10 - Directed paths in random media

Summary

Introduction

Many physical problems involve calculating sums over paths. Each path could represent one possible physical realization of an object such as a polymer, in which case the weight of the path is the probability of that configuration. The weights themselves could be imaginary as in the case of Feynman paths describing the amplitude for the propagation of a particle. Path integral calculations are now a standard tool of the theoretical physicist, with many excellent books devoted to the subject [R.P. Feynman and A.R. Hibbs, Quantum Mechanics and Path Integrals (McGraw-Hill, New York, 1965)]; [F.W. Wiegel, Introduction to Path-Integral Methods in Physics and Polymer Science (World Scientific, Singapore, 1986)].

What happens to sums over paths in the presence of quenched disorder in the medium?

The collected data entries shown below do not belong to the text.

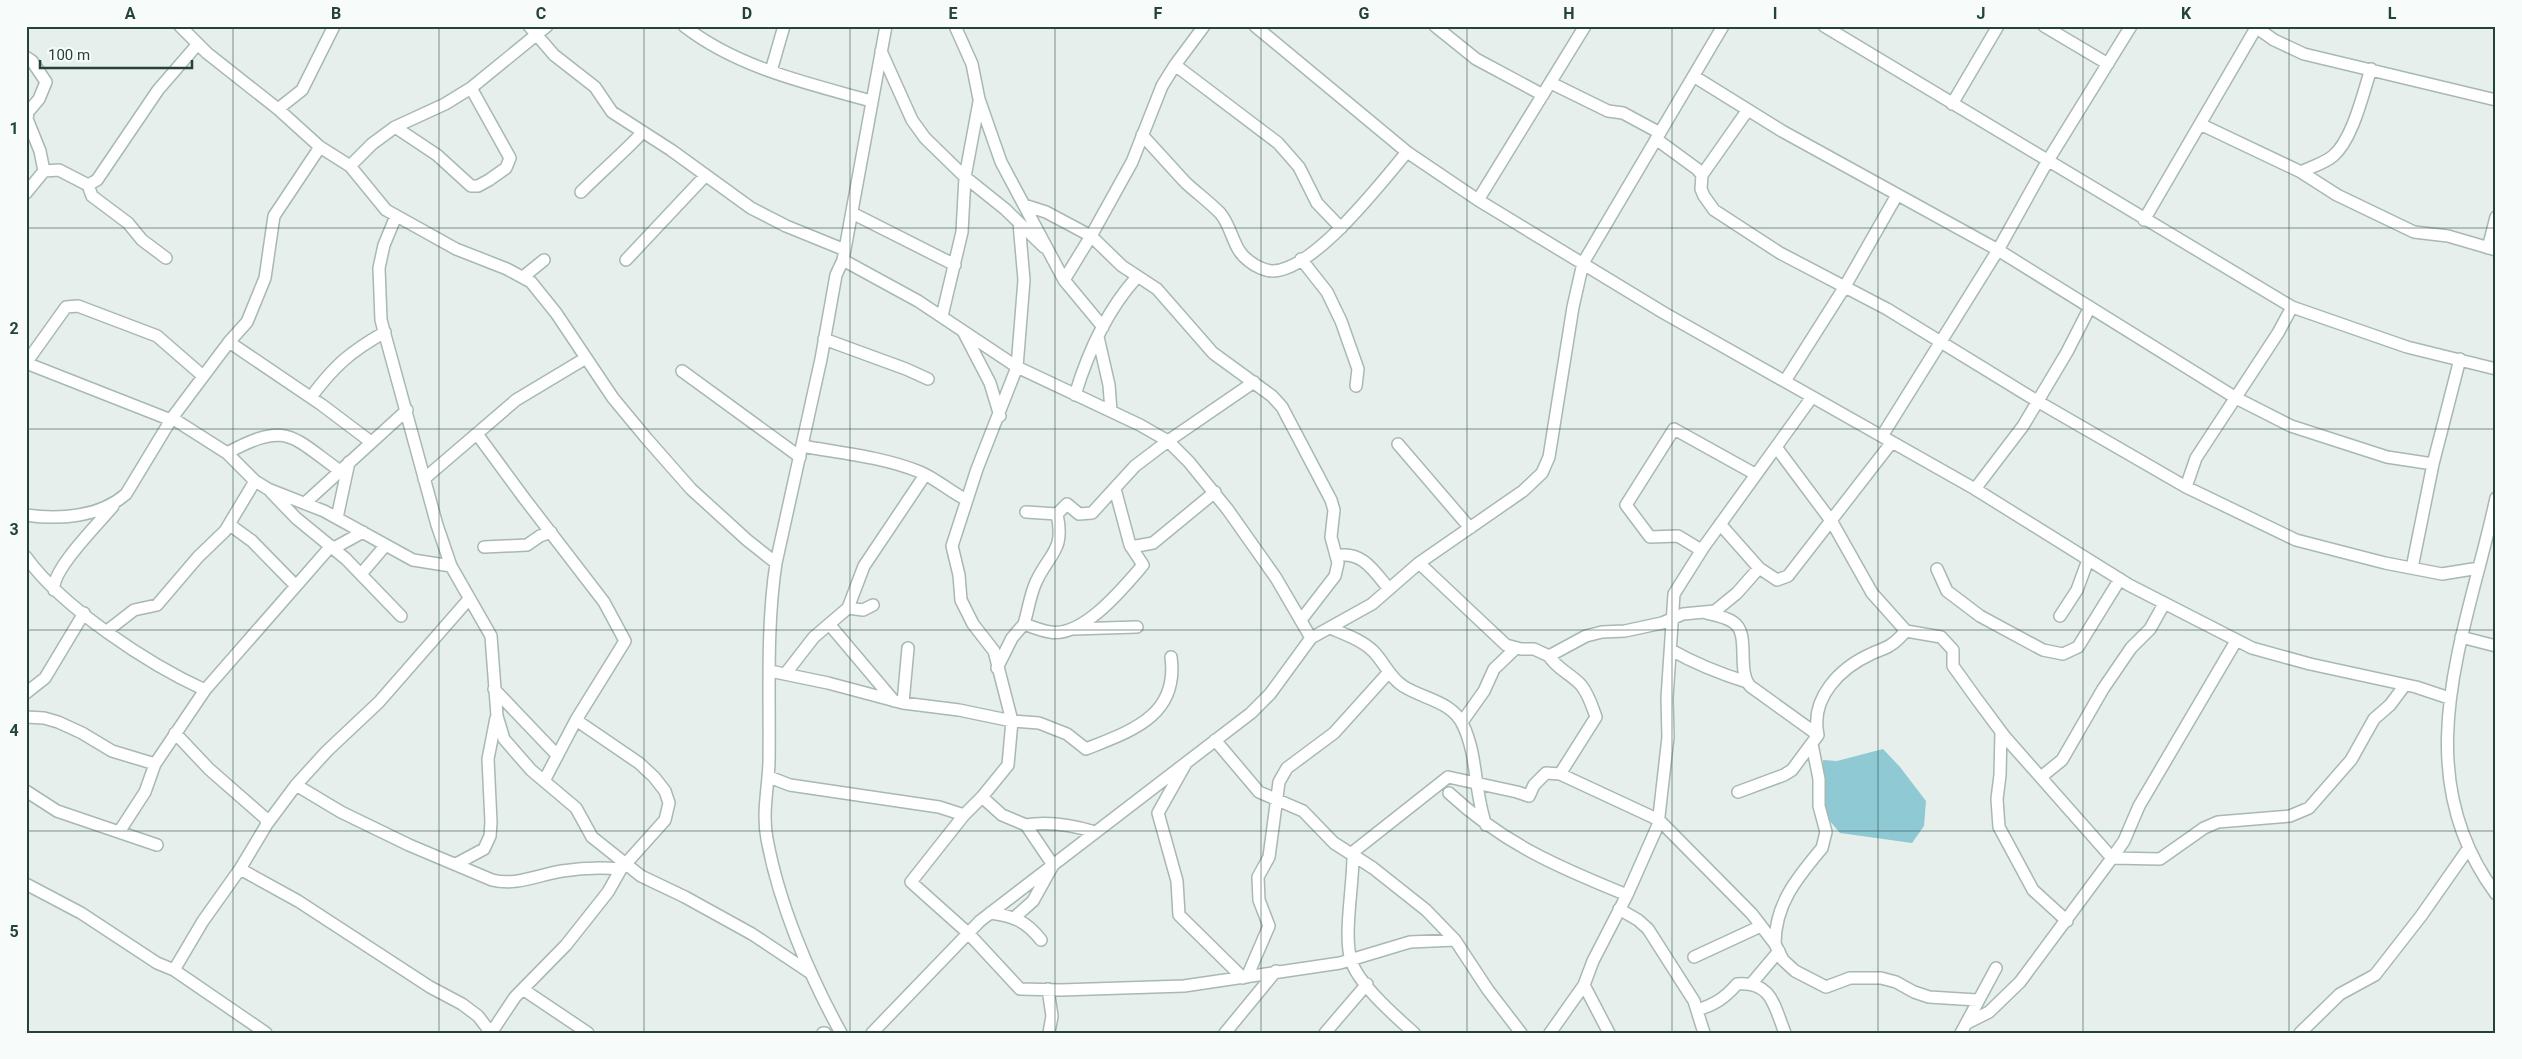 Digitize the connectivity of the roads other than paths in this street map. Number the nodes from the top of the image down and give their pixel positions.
1 (180, 26) edge
2 (334, 26) edge
3 (529, 26) edge
4 (547, 26) edge
5 (684, 26) edge
6 (784, 26) edge
7 (886, 26) edge
8 (955, 26) edge
9 (1204, 26) edge
10 (1255, 26) edge
11 (1435, 26) edge
12 (1585, 26) edge
13 (1723, 26) edge
14 (1824, 26) edge
15 (1998, 26) edge
16 (2044, 26) edge
17 (2131, 26) edge
18 (2255, 27) edge
19 (538, 35) junction
20 (197, 44) junction
21 (881, 51) junction
22 (26, 57) edge
23 (2108, 64) junction
24 (1175, 65) junction
25 (31, 68) edge
26 (2371, 69) junction
27 (771, 71) junction
28 (1695, 77) junction
29 (1551, 82) junction
30 (471, 88) junction
31 (1543, 95) junction
32 (980, 99) junction
33 (2496, 100) edge
34 (871, 101) junction
35 (1952, 104) junction
36 (278, 109) junction
37 (1747, 111) junction
38 (2200, 124) junction
39 (394, 127) junction
40 (642, 133) junction
41 (1142, 135) junction
42 (1658, 136) junction
43 (320, 147) junction
44 (1407, 152) junction
45 (2048, 162) junction
46 (350, 166) junction
47 (44, 171) junction
48 (2301, 172) junction
49 (1702, 175) junction
50 (704, 176) junction
51 (965, 178) junction
52 (88, 185) junction
53 (26, 192) edge
54 (581, 192) dead end
55 (1897, 196) junction
56 (1478, 200) junction
57 (1024, 205) junction
58 (852, 212) junction
59 (396, 216) junction
60 (2496, 217) edge
61 (2144, 220) junction
62 (1019, 223) junction
63 (1341, 228) junction
64 (1092, 236) junction
65 (2492, 249) edge
66 (1998, 250) junction
67 (1049, 251) junction
68 (844, 255) junction
69 (166, 258) dead end
70 (1301, 259) junction
71 (544, 260) dead end
72 (626, 260) dead end
73 (1583, 263) junction
74 (955, 266) junction
75 (523, 277) junction
76 (1137, 277) junction
77 (1064, 280) junction
78 (1844, 288) junction
79 (2292, 306) junction
80 (2090, 307) junction
81 (942, 316) junction
82 (961, 328) junction
83 (384, 332) junction
84 (1100, 332) junction
85 (824, 339) junction
86 (229, 342) junction
87 (1939, 342) junction
88 (586, 358) junction
89 (2460, 360) junction
90 (1017, 366) junction
91 (28, 367) edge
92 (2496, 368) edge
93 (682, 371) dead end
94 (203, 376) junction
95 (928, 379) dead end
96 (1254, 382) junction
97 (1785, 382) junction
98 (1356, 386) dead end
99 (1075, 394) junction
100 (311, 397) junction
101 (1812, 397) junction
102 (2236, 398) junction
103 (2037, 401) junction
104 (407, 410) junction
105 (1111, 410) junction
106 (1000, 416) junction
107 (171, 419) junction
108 (477, 434) junction
109 (1887, 439) junction
110 (1168, 441) junction
111 (371, 442) junction
112 (1398, 444) dead end
113 (1776, 446) junction
114 (801, 451) junction
115 (227, 453) junction
116 (350, 462) junction
117 (2432, 464) junction
118 (340, 471) junction
119 (1755, 474) junction
120 (925, 475) junction
121 (424, 479) junction
122 (255, 481) junction
123 (2186, 487) junction
124 (268, 489) junction
125 (1115, 489) junction
126 (1975, 489) junction
127 (1215, 492) junction
128 (2496, 498) edge
129 (967, 500) junction
130 (116, 503) junction
131 (305, 503) junction
132 (1026, 512) dead end
133 (1057, 514) junction
134 (26, 515) edge
135 (338, 518) junction
136 (1832, 522) junction
137 (1720, 524) junction
138 (230, 525) junction
139 (1470, 528) junction
140 (363, 532) junction
141 (551, 532) junction
142 (385, 546) junction
143 (332, 547) junction
144 (484, 547) dead end
145 (1131, 547) junction
146 (1701, 550) junction
147 (1336, 556) junction
148 (26, 557) edge
149 (2088, 560) junction
150 (776, 563) junction
151 (1419, 563) junction
152 (451, 566) junction
153 (1759, 568) junction
154 (2412, 568) junction
155 (2479, 568) junction
156 (1937, 569) dead end
157 (361, 574) junction
158 (2120, 579) junction
159 (296, 586) junction
160 (1389, 589) junction
161 (54, 590) junction
162 (470, 599) junction
163 (2164, 604) junction
164 (873, 605) dead end
165 (848, 608) junction
166 (84, 613) junction
167 (1706, 613) junction
168 (401, 616) dead end
169 (2060, 616) dead end
170 (1673, 619) junction
171 (1301, 620) junction
172 (829, 624) junction
173 (1024, 624) junction
174 (1137, 627) dead end
175 (1330, 628) junction
176 (1073, 629) junction
177 (107, 630) junction
178 (1906, 631) junction
179 (2461, 637) junction
180 (1311, 638) junction
181 (2236, 642) junction
182 (2496, 646) edge
183 (908, 648) dead end
184 (1516, 648) junction
185 (1671, 650) junction
186 (1549, 656) junction
187 (1171, 657) dead end
188 (997, 668) junction
189 (770, 671) junction
190 (1389, 672) junction
191 (786, 673) junction
192 (1747, 682) junction
193 (2405, 685) junction
194 (494, 689) junction
195 (205, 690) junction
196 (26, 693) edge
197 (2449, 698) junction
198 (898, 702) junction
199 (497, 716) junction
200 (26, 717) edge
201 (576, 720) junction
202 (1012, 721) junction
203 (1462, 722) junction
204 (2001, 732) junction
205 (175, 733) junction
206 (1815, 739) junction
207 (1215, 740) junction
208 (557, 755) junction
209 (1187, 762) junction
210 (155, 764) junction
211 (1560, 774) junction
212 (769, 777) junction
213 (2042, 777) junction
214 (544, 781) junction
215 (1476, 784) junction
216 (296, 785) junction
217 (26, 791) edge
218 (1738, 792) dead end
219 (1449, 793) dead end
220 (982, 797) junction
221 (1277, 800) junction
222 (964, 816) junction
223 (1659, 820) junction
224 (267, 824) junction
225 (1026, 825) junction
226 (1486, 825) junction
227 (119, 832) junction
228 (1095, 832) junction
229 (157, 845) dead end
230 (2468, 849) junction
231 (1353, 856) junction
232 (2112, 858) junction
233 (456, 864) junction
234 (1053, 865) junction
235 (623, 866) junction
236 (240, 870) junction
237 (26, 884) edge
238 (2496, 894) edge
239 (1626, 895) junction
240 (1619, 909) junction
241 (990, 913) junction
242 (1016, 917) junction
243 (2067, 921) junction
244 (1760, 926) junction
245 (968, 933) junction
246 (1041, 940) dead end
247 (1455, 940) junction
248 (1777, 947) junction
249 (1694, 956) dead end
250 (1351, 961) junction
251 (1996, 968) dead end
252 (174, 970) junction
253 (1276, 971) junction
254 (809, 972) junction
255 (1245, 977) junction
256 (1752, 983) junction
257 (1367, 984) junction
258 (1584, 985) junction
259 (1048, 989) junction
260 (524, 990) junction
261 (1977, 1000) junction
262 (1697, 1010) junction
263 (1964, 1028) edge
264 (260, 1031) edge
265 (491, 1033) edge
266 (588, 1033) edge
267 (841, 1033) edge
268 (872, 1033) edge
269 (1049, 1033) edge
270 (1226, 1033) edge
271 (1325, 1033) edge
272 (1414, 1033) edge
273 (1521, 1033) edge
274 (1550, 1033) edge
275 (1609, 1033) edge
276 (1704, 1033) edge
277 (1785, 1033) edge
278 (2300, 1033) edge

1 - 20 street
2 - 36 street
3 - 19 street
4 - 19 street
5 - 27 street
6 - 27 street
7 - 21 street
8 - 32 street
9 - 24 street
10 - 44 street
11 - 31 street
12 - 29 street
13 - 28 street
14 - 35 street
15 - 35 street
16 - 23 street
17 - 23 street
18 - 26 street
18 - 38 street
19 - 30 street
19 - 40 street
20 - 36 street
20 - 52 street
21 - 34 street
21 - 51 street
22 - 25 street
23 - 45 street
24 - 41 street
24 - 63 street
25 - 47 street
26 - 33 street
26 - 48 street
27 - 34 street
28 - 37 street
28 - 42 street
29 - 31 street
29 - 42 street
30 - 39 street
30 - 39 street
31 - 56 street
32 - 51 street
32 - 57 street
34 - 58 street
35 - 45 street
36 - 43 street
37 - 49 street
37 - 55 street
38 - 48 street
38 - 61 street
39 - 46 street
40 - 50 street
40 - 54 street
41 - 64 street
41 - 70 street
42 - 49 street
42 - 73 street
43 - 46 street
43 - 86 street
44 - 56 street
44 - 63 street
45 - 61 street
45 - 66 street
46 - 59 street
47 - 52 street
47 - 53 street
48 - 65 street
49 - 78 street
50 - 68 street
50 - 72 street
51 - 62 street
51 - 74 street
52 - 69 street
55 - 66 street
55 - 78 street
56 - 73 street
57 - 64 street
57 - 67 street
58 - 68 street
58 - 74 street
59 - 75 street
59 - 83 street
60 - 65 street
61 - 79 street
62 - 67 street
62 - 90 street
63 - 70 street
64 - 76 street
64 - 77 street
66 - 80 street
66 - 87 street
67 - 77 street
68 - 81 street
68 - 85 street
70 - 98 street
71 - 75 street
73 - 97 street
73 - 139 street
74 - 81 street
75 - 88 street
76 - 84 street
76 - 96 street
77 - 84 street
78 - 87 street
78 - 97 street
79 - 89 street
79 - 102 street
80 - 102 street
80 - 103 street
81 - 82 street
82 - 90 street
82 - 106 street
83 - 100 street
83 - 104 street
84 - 99 street
84 - 105 street
85 - 95 street
85 - 114 street
86 - 94 street
86 - 100 street
87 - 103 street
87 - 109 street
88 - 108 street
88 - 150 street
89 - 92 street
89 - 117 street
90 - 99 street
90 - 106 street
91 - 94 street
91 - 107 street
93 - 114 street
94 - 107 street
96 - 110 street
96 - 147 street
97 - 101 street
99 - 105 street
100 - 111 street
101 - 109 street
101 - 113 street
102 - 117 street
102 - 123 street
103 - 123 street
103 - 126 street
104 - 111 street
104 - 121 street
105 - 110 street
106 - 129 street
107 - 115 street
107 - 130 street
108 - 121 street
108 - 141 street
109 - 126 street
109 - 136 street
110 - 125 street
110 - 127 street
111 - 116 street
112 - 139 street
113 - 119 street
113 - 136 street
114 - 120 street
114 - 150 street
115 - 118 street
115 - 122 street
116 - 118 street
116 - 135 street
117 - 154 street
118 - 131 street
119 - 137 street
119 - 146 street
120 - 129 street
120 - 165 street
121 - 152 street
122 - 124 street
122 - 138 street
123 - 154 street
124 - 131 street
124 - 143 street
125 - 133 street
125 - 145 street
126 - 149 street
127 - 145 street
127 - 171 street
128 - 155 street
129 - 188 street
130 - 134 street
130 - 161 street
131 - 135 street
132 - 133 street
133 - 173 street
135 - 140 street
136 - 153 street
136 - 178 street
137 - 146 street
137 - 153 street
138 - 159 street
138 - 177 street
139 - 151 street
140 - 142 street
140 - 143 street
141 - 144 street
141 - 201 street
142 - 152 street
142 - 157 street
143 - 157 street
143 - 159 street
145 - 176 street
146 - 170 street
147 - 160 street
147 - 171 street
148 - 161 street
149 - 158 street
149 - 169 street
150 - 189 street
151 - 160 street
151 - 184 street
152 - 162 street
153 - 167 street
154 - 155 street
155 - 179 street
156 - 158 street
157 - 168 street
158 - 163 street
159 - 195 street
160 - 175 street
161 - 166 street
162 - 194 street
162 - 216 street
163 - 181 street
163 - 213 street
164 - 165 street
165 - 172 street
166 - 177 street
166 - 196 street
167 - 170 street
167 - 192 street
170 - 185 street
170 - 186 street
171 - 180 street
172 - 191 street
172 - 198 street
173 - 176 street
173 - 188 street
174 - 176 street
175 - 180 street
175 - 190 street
177 - 195 street
178 - 204 street
178 - 206 street
179 - 182 street
179 - 197 street
180 - 207 street
181 - 193 street
181 - 232 street
183 - 198 street
184 - 186 street
184 - 203 street
185 - 192 street
185 - 223 street
186 - 211 street
187 - 202 street
188 - 202 street
189 - 191 street
189 - 212 street
190 - 203 street
190 - 221 street
191 - 198 street
192 - 206 street
193 - 197 street
193 - 232 street
194 - 199 street
194 - 208 street
195 - 205 street
197 - 230 street
198 - 202 street
199 - 214 street
199 - 233 street
200 - 210 street
201 - 208 street
201 - 235 street
202 - 220 street
203 - 215 street
204 - 213 street
204 - 243 street
205 - 210 street
205 - 224 street
206 - 218 street
206 - 248 street
207 - 209 street
207 - 221 street
208 - 214 street
209 - 228 street
209 - 255 street
210 - 227 street
211 - 215 street
211 - 223 street
212 - 222 street
212 - 254 street
213 - 232 street
214 - 235 street
215 - 226 street
215 - 231 street
216 - 224 street
216 - 233 street
217 - 227 street
219 - 226 street
220 - 222 street
220 - 225 street
221 - 231 street
221 - 255 street
222 - 245 street
223 - 239 street
223 - 244 street
224 - 236 street
225 - 228 street
225 - 234 street
226 - 239 street
227 - 229 street
228 - 234 street
230 - 238 street
230 - 278 street
231 - 247 street
231 - 250 street
232 - 243 street
233 - 235 street
234 - 241 street
234 - 242 street
235 - 254 street
235 - 260 street
236 - 252 street
236 - 265 street
237 - 252 street
239 - 240 street
240 - 258 street
240 - 262 street
241 - 242 street
241 - 245 street
242 - 246 street
243 - 263 street
244 - 248 street
244 - 249 street
245 - 259 street
245 - 268 street
247 - 250 street
247 - 273 street
248 - 256 street
248 - 261 street
250 - 253 street
250 - 257 street
251 - 261 street
252 - 264 street
253 - 255 street
253 - 270 street
254 - 267 street
255 - 259 street
256 - 262 street
256 - 277 street
257 - 271 street
257 - 272 street
258 - 274 street
258 - 275 street
259 - 269 street
260 - 265 street
260 - 266 street
261 - 263 street
262 - 276 street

Individual paths are no longer weighted simply by their length, but are influenced by the impurities along their route. The sum may be dominated by “optimal” paths pinned to the impurities; the optimal paths usually forming complex hierarchical structures. Physical examples are provided by the interface of the random bond Ising model in two dimensions, and by magnetic flux lines in superconductors. The actual value of the sum naturally depends on the particular realization of randomness and varies from sample to sample. I shall initially motivate the problem in the context of the high-temperature expansion for the random bond Ising model. Introducing the sums over paths for such a lattice model avoids the difficulties associated with short distance cutoffs.